France-Sénégal : un «petit pas en avant» vers la reconnaissance du massacre de Thiaroye

La reconnaissance dimanche comme «morts pour la France» de six tirailleurs sénégalais, exécutés en 1944 sur ordre d’officiers de l’armée française, irrite le Premier ministre sénégalais Ousmane Sonko.

Au cimetière militaire de Thiaroye, près de Dakar, sont notamment enterrés les soldats tués par l'armée française le 1er décembre 1944. (Seyllou/AFP)

par Agnès Faivre et AFP                 publié le 30 juillet 2024 à 11h47

« Morts pour la France ». Quatre petits mots désormais apposés sur les dossiers de Sene Saliou, Ibrahima N’Diaye, Gore N’Dour, M’Bap Senghor, Laya Sallou et Duzaï Made. Tous morts le 1er décembre 1944 à Thiaroye, au Sénégal. Quatre petits mots qui nuancent le récit officiel de ces « tirailleurs sénégalais », ainsi qu’étaient désignés les soldats issus de colonies françaises d’Afrique et ayant combattu sous le drapeau français (quatre sont en réalité originaires du Sénégal actuel, deux autres du Burkina Faso et de la Côte-d’Ivoire actuels). Et qui marquent une inflexion vers une éventuelle reconnaissance par la France du « massacre de Thiaroye », en référence à l’exécution, sur ordre de l’armée française, de tirailleurs rapatriés réclamant leurs arriérés de soldes.

Prise « à titre posthume » le 18 juin par l’Office national français des combattants et des victimes de guerre (OnaCVG), cette décision s’inscrit « dans le cadre des commémorations des 80 ans de la libération de la France, comme dans la perspective du 80e anniversaire des événements de Thiaroye, dans la droite ligne mémorielle du président de la République, qui souhaite que nous regardions notre histoire “en face” », a indiqué dimanche 28 juillet le secrétariat d’État français chargé des Anciens Combattants et de la Mémoire.

« Fait de guerre »

« La mention “Mort pour la France” est attribuée dès lors que la preuve est rapportée que le décès est imputable à un fait de guerre, que ce décès soit survenu pendant le conflit ou ultérieurement », indique sur son site l’OnaCVG, établissement sous tutelle du ministère des armées. Et selon Armelle Mabon, maîtresse de conférences en histoire contemporaine à l’Université de Bretagne Sud, il s’agit d’un « petit pas en avant ».

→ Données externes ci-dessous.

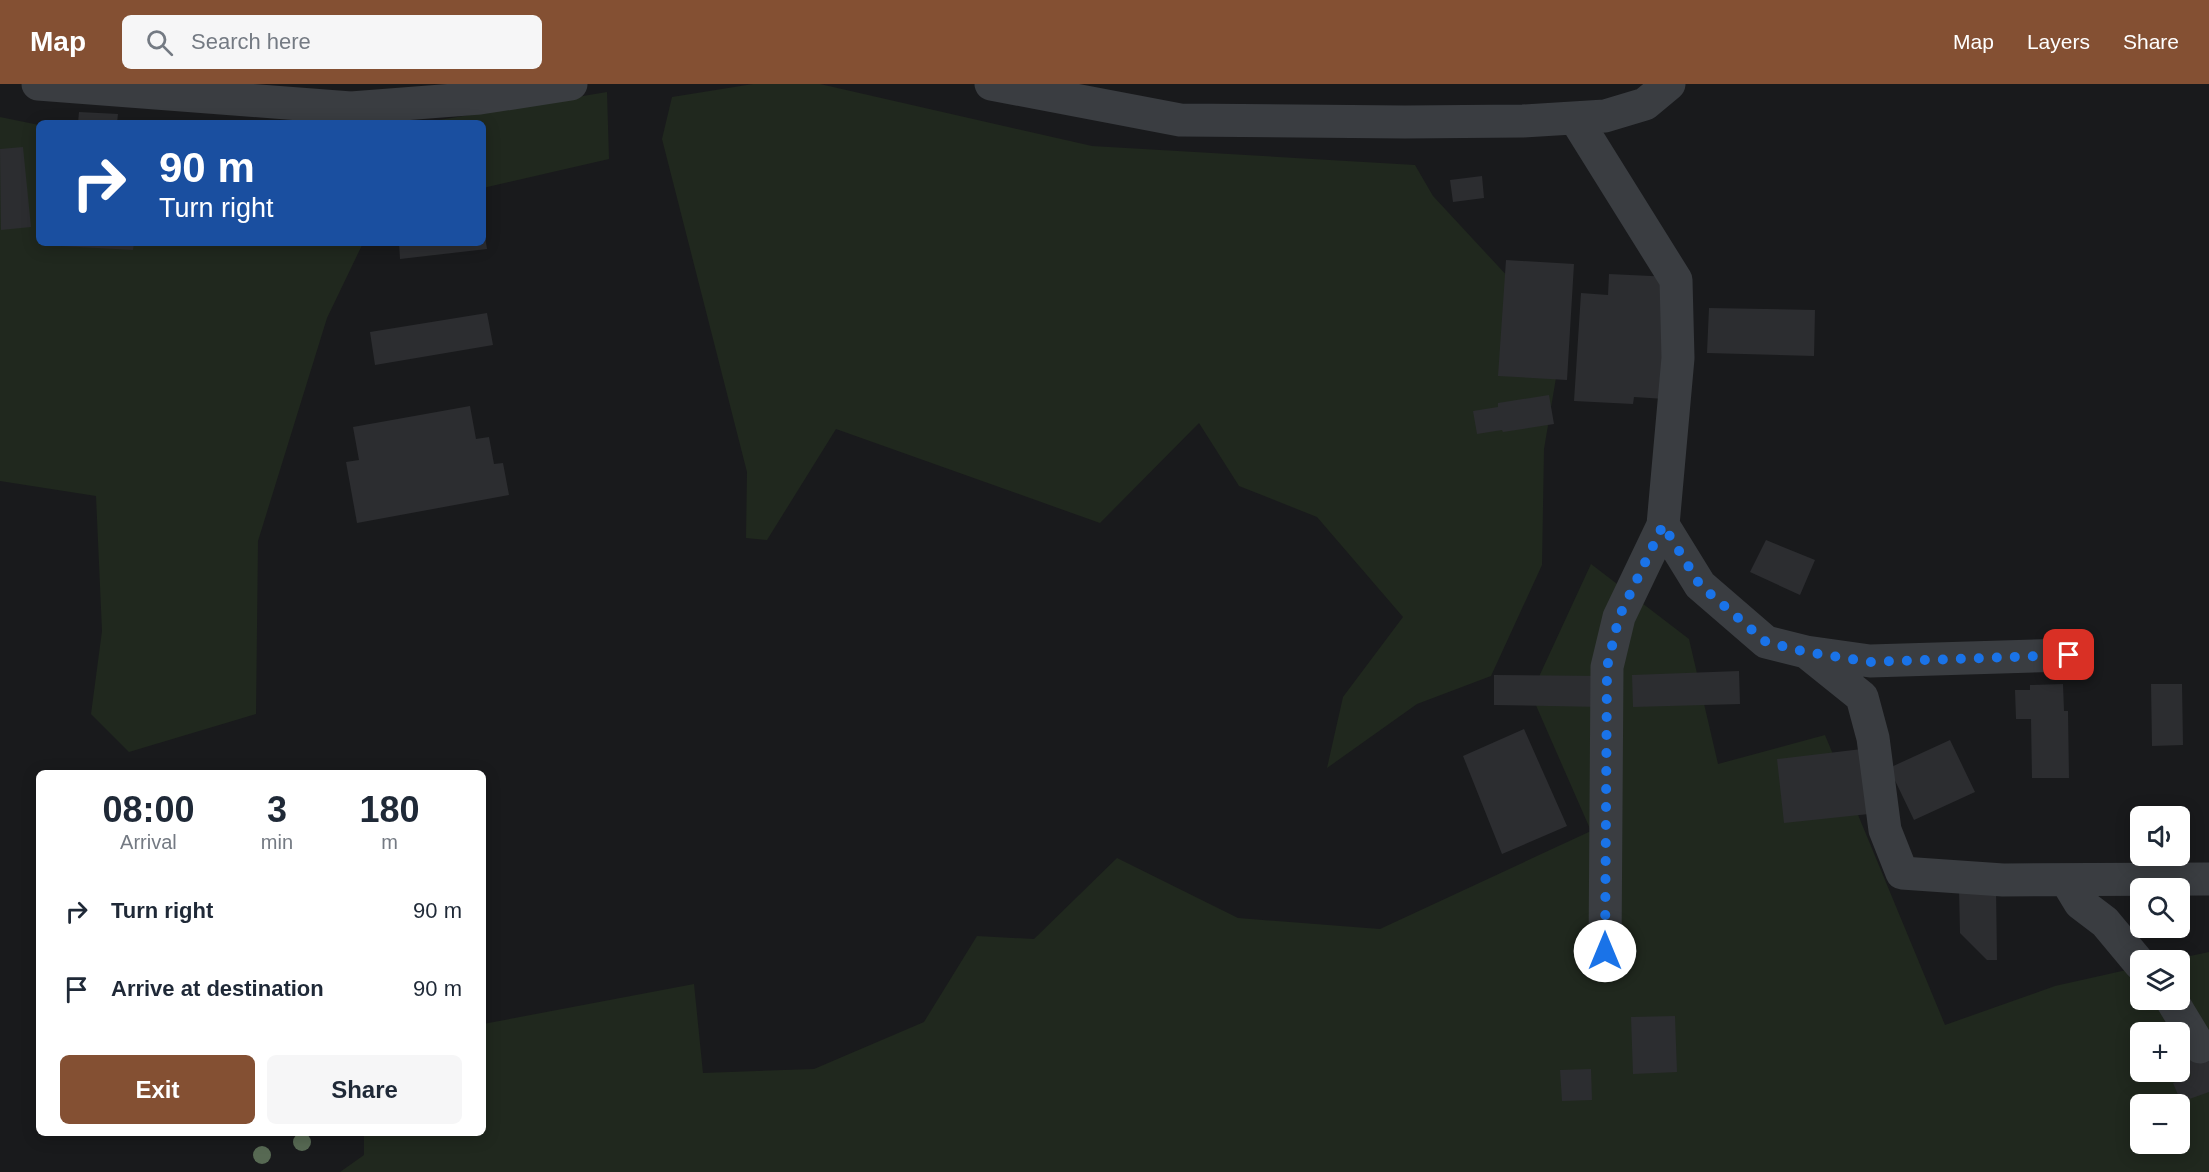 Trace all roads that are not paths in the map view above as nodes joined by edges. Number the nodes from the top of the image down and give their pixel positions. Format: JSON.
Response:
{"nodes":[{"id":1,"x":38,"y":84,"type":"edge"},
{"id":2,"x":571,"y":84,"type":"edge"},
{"id":3,"x":991,"y":84,"type":"edge"},
{"id":4,"x":1670,"y":84,"type":"edge"},
{"id":5,"x":206,"y":90,"type":"edge"},
{"id":6,"x":1575,"y":118,"type":"junction"},
{"id":7,"x":1663,"y":525,"type":"junction"},
{"id":8,"x":1806,"y":652,"type":"junction"},
{"id":9,"x":2069,"y":655,"type":"dead end"},
{"id":10,"x":2209,"y":879,"type":"edge"},
{"id":11,"x":2066,"y":880,"type":"junction"},
{"id":12,"x":1605,"y":951,"type":"dead end"},
{"id":13,"x":2130,"y":952,"type":"edge"},
{"id":14,"x":2179,"y":1010,"type":"edge"},
{"id":15,"x":2202,"y":1041,"type":"edge"}],
"edges":[{"from":1,"to":5,"type":"street"},
{"from":2,"to":5,"type":"street"},
{"from":3,"to":6,"type":"street"},
{"from":4,"to":6,"type":"street"},
{"from":6,"to":7,"type":"street"},
{"from":7,"to":8,"type":"street"},
{"from":7,"to":12,"type":"street"},
{"from":8,"to":9,"type":"street"},
{"from":8,"to":11,"type":"street"},
{"from":10,"to":11,"type":"street"},
{"from":11,"to":13,"type":"street"},
{"from":14,"to":15,"type":"street"}]}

Car la thèse officielle française de la riposte à une mutinerie d’ex-prisonniers a longtemps prévalu. Elle cède enfin le 30 novembre 2014, quand François Hollande et son homologue sénégalais, Macky Sall, inaugurent un mémorial au cimetière de Thiaroye, en banlieue de Dakar. Évoquant la « dette de sang qui unit la France à l’Afrique », comme il l’avait fait un an et demi plus tôt à Tombouctou, le président français reconnaît alors la responsabilité de la France lors de ces « événements », « tout simplement épouvantables, insupportables ». Mais il choisit d’évoquer « la répression sanglante de Thiaroye » plutôt qu’un « massacre ». Une nuance qui induit encore la culpabilité des tirailleurs exécutés par l’armée coloniale. La reconnaissance d’un décès lié à des « faits de guerre » de ces hommes s’inscrit davantage « dans le sens de l’histoire », selon Armelle Mabon, ouvrant la voie à d’autres demandes de descendants, voire à d’éventuelles procédures judiciaires pour innocenter, réhabiliter et indemniser les familles de présumés mutins condamnés à l’époque des faits.

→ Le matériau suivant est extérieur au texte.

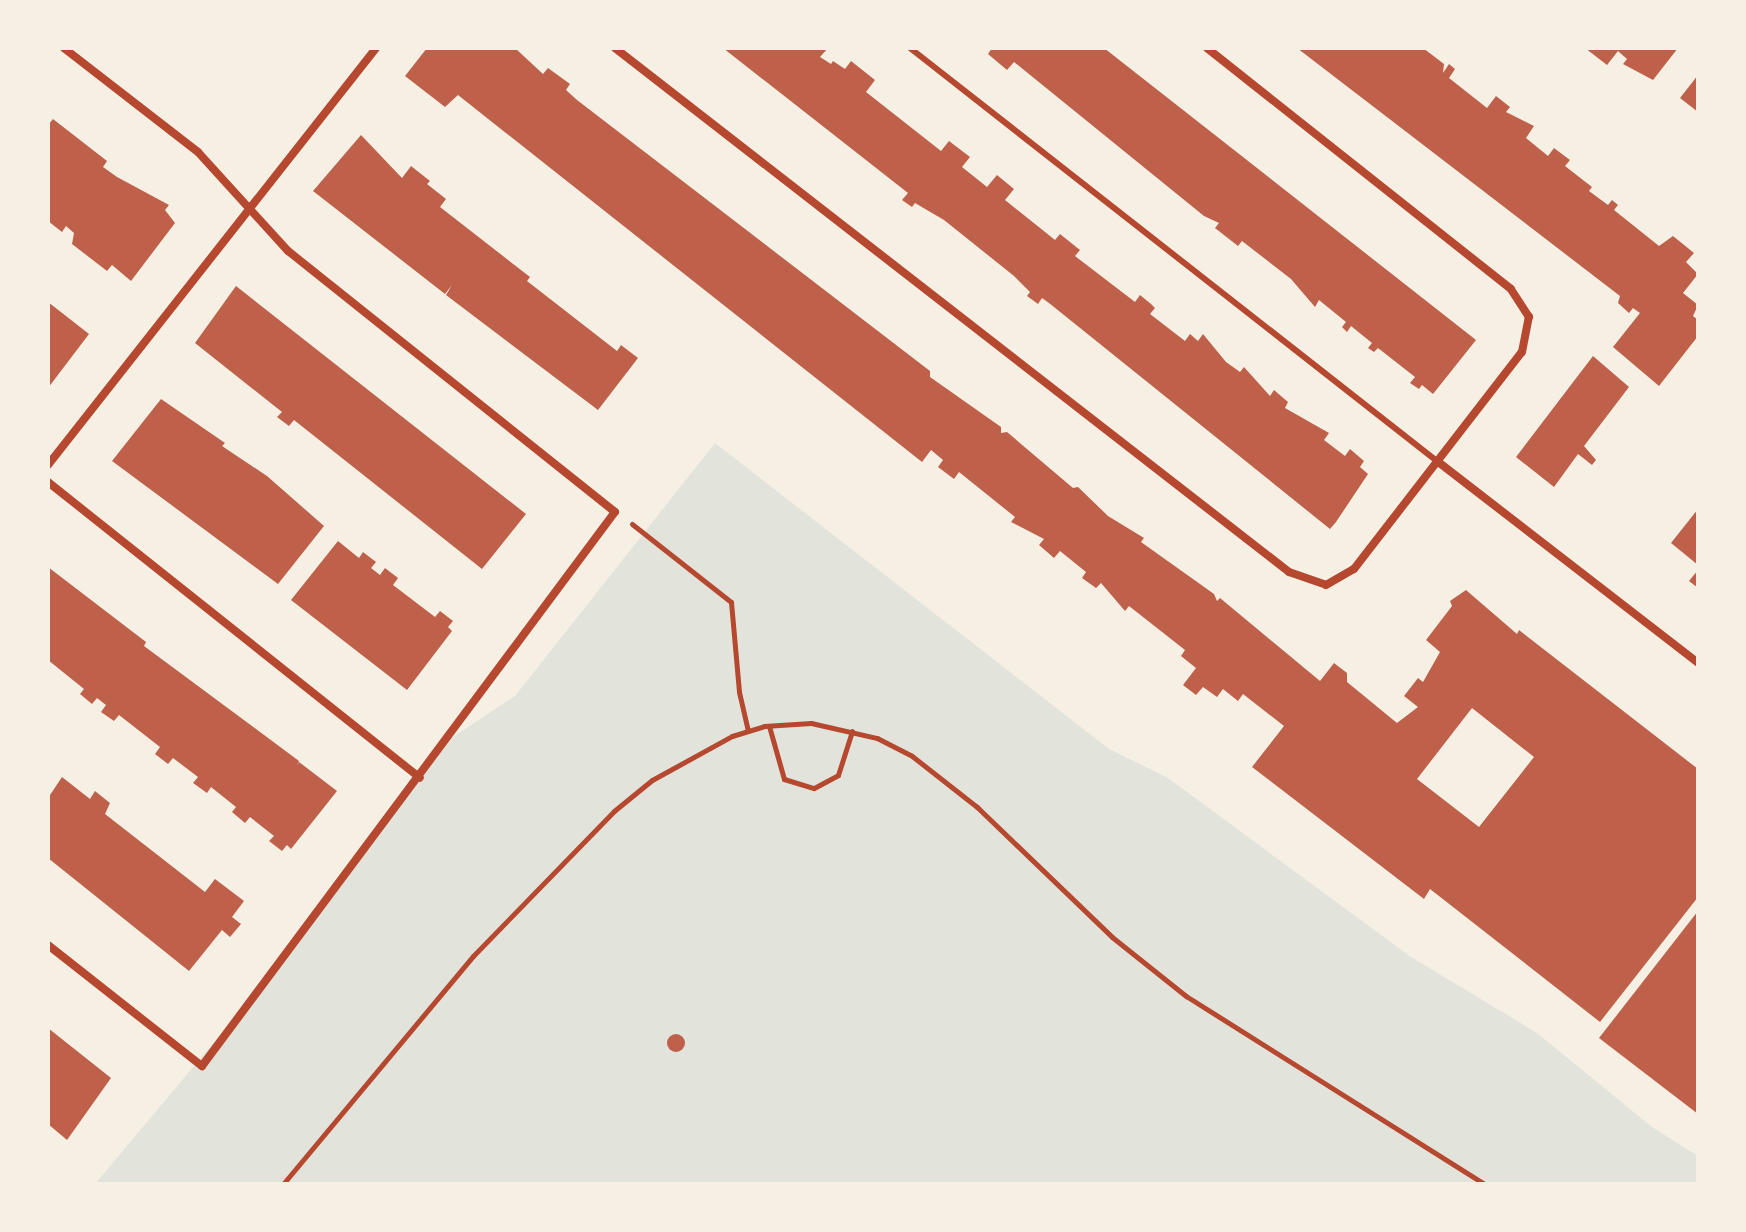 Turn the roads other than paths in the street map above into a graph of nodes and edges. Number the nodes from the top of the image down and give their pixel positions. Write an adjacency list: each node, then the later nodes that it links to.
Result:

« Bout d’histoire tragique »

Une « petite » avancée que le Premier ministre sénégalais Ousmane Sonko, accueille, lui, d’un ton plus courroucé. « Nous demandons au gouvernement français de revoir ses méthodes, car les temps ont changé ! a-t-il posté sur le réseau social X (ex-Twitter). Pourquoi cette subite « prise de conscience » alors que le Sénégal s’apprête à donner un nouveau sens à ce douloureux souvenir, avec la célébration du 80e anniversaire cette année ? Je tiens à rappeler à la France qu’elle ne pourra plus ni faire ni conter seule ce bout d’histoire tragique. Ce n’est pas à elle de fixer unilatéralement le nombre d’Africains trahis et assassinés après avoir contribué à la sauver, ni le type et la portée de la reconnaissance et des réparations qu’ils méritent. Thiaroye 44, comme tout le reste, sera remémoré autrement désormais. »

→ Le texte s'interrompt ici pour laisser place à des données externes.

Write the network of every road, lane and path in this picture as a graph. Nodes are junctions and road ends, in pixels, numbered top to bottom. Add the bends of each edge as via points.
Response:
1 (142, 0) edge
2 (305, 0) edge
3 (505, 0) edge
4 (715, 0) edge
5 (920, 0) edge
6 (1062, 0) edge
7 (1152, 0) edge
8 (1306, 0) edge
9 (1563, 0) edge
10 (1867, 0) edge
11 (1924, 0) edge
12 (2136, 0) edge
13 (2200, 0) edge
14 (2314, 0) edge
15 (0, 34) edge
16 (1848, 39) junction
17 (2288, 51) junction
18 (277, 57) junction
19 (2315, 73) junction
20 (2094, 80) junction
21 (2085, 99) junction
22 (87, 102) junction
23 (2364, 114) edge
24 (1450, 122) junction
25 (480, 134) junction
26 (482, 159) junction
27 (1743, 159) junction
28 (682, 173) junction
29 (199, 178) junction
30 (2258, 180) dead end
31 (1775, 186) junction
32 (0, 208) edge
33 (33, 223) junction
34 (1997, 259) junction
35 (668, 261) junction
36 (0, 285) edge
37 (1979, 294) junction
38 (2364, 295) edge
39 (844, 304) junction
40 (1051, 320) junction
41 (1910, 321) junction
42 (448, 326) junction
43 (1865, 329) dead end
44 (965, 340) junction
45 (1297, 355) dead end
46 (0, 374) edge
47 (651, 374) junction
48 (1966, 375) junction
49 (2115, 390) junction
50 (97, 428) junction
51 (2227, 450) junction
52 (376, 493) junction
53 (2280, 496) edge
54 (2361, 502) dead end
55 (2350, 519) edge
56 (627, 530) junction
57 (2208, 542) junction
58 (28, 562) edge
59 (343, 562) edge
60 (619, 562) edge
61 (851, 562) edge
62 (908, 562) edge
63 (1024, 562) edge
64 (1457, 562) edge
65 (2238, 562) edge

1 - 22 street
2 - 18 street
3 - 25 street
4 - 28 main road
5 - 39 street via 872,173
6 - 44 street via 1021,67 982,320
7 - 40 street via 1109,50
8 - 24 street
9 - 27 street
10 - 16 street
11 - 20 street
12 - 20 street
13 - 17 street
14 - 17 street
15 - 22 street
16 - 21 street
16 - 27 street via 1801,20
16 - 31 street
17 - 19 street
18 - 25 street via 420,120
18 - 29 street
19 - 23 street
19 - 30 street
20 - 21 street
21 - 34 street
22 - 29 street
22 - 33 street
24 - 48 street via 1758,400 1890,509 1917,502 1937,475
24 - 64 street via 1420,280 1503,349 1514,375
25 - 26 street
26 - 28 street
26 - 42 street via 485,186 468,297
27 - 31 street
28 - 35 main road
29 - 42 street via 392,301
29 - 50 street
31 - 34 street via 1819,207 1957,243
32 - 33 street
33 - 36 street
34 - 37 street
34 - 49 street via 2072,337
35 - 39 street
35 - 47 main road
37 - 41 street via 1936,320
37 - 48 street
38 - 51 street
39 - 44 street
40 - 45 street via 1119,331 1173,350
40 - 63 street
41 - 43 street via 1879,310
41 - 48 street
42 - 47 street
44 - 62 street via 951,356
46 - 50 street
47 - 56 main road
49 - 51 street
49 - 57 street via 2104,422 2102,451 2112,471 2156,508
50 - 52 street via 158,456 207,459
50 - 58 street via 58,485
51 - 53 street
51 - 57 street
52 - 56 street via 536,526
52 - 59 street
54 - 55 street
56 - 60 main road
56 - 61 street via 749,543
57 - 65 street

Cette réaction du chef de l’exécutif sénégalais traduit-elle une maladresse de Paris, qui ne l’aurait pas impliqué dans sa décision ? Un télescopage de projets de politique mémorielle, qui met à mal le souverainisme si cher à Ousmane Sonko, et l’empêcherait de donner le la, sur un sujet aussi vif dans la mémoire sénégalaise ? Le fait est que le massacre de soldats africains au camp de Thiaroye lui tient à cœur, rappelle Moussa Diaw, professeur émérite de sciences politiques à l’université Gaston-Berger de Saint-Louis. « La visite de François Hollande en 2014 a ouvert la voie à la reconnaissance de ce massacre, mais n’a pas vraiment été suivie d’effets en France, souligne-t-il. Quant à la classe politique sénégalaise, elle ne s’en est pas emparée, craignant peut-être d’éventuelles tensions avec Paris. Ousmane Sonko, lui, conçoit ce projet de commémoration comme un événement politique majeur, qui s’inscrit à la fois dans la réhabilitation d’un pan d’histoire tragique mais insuffisamment documenté, et dans la reconfiguration des relations franco-sénégalaises. »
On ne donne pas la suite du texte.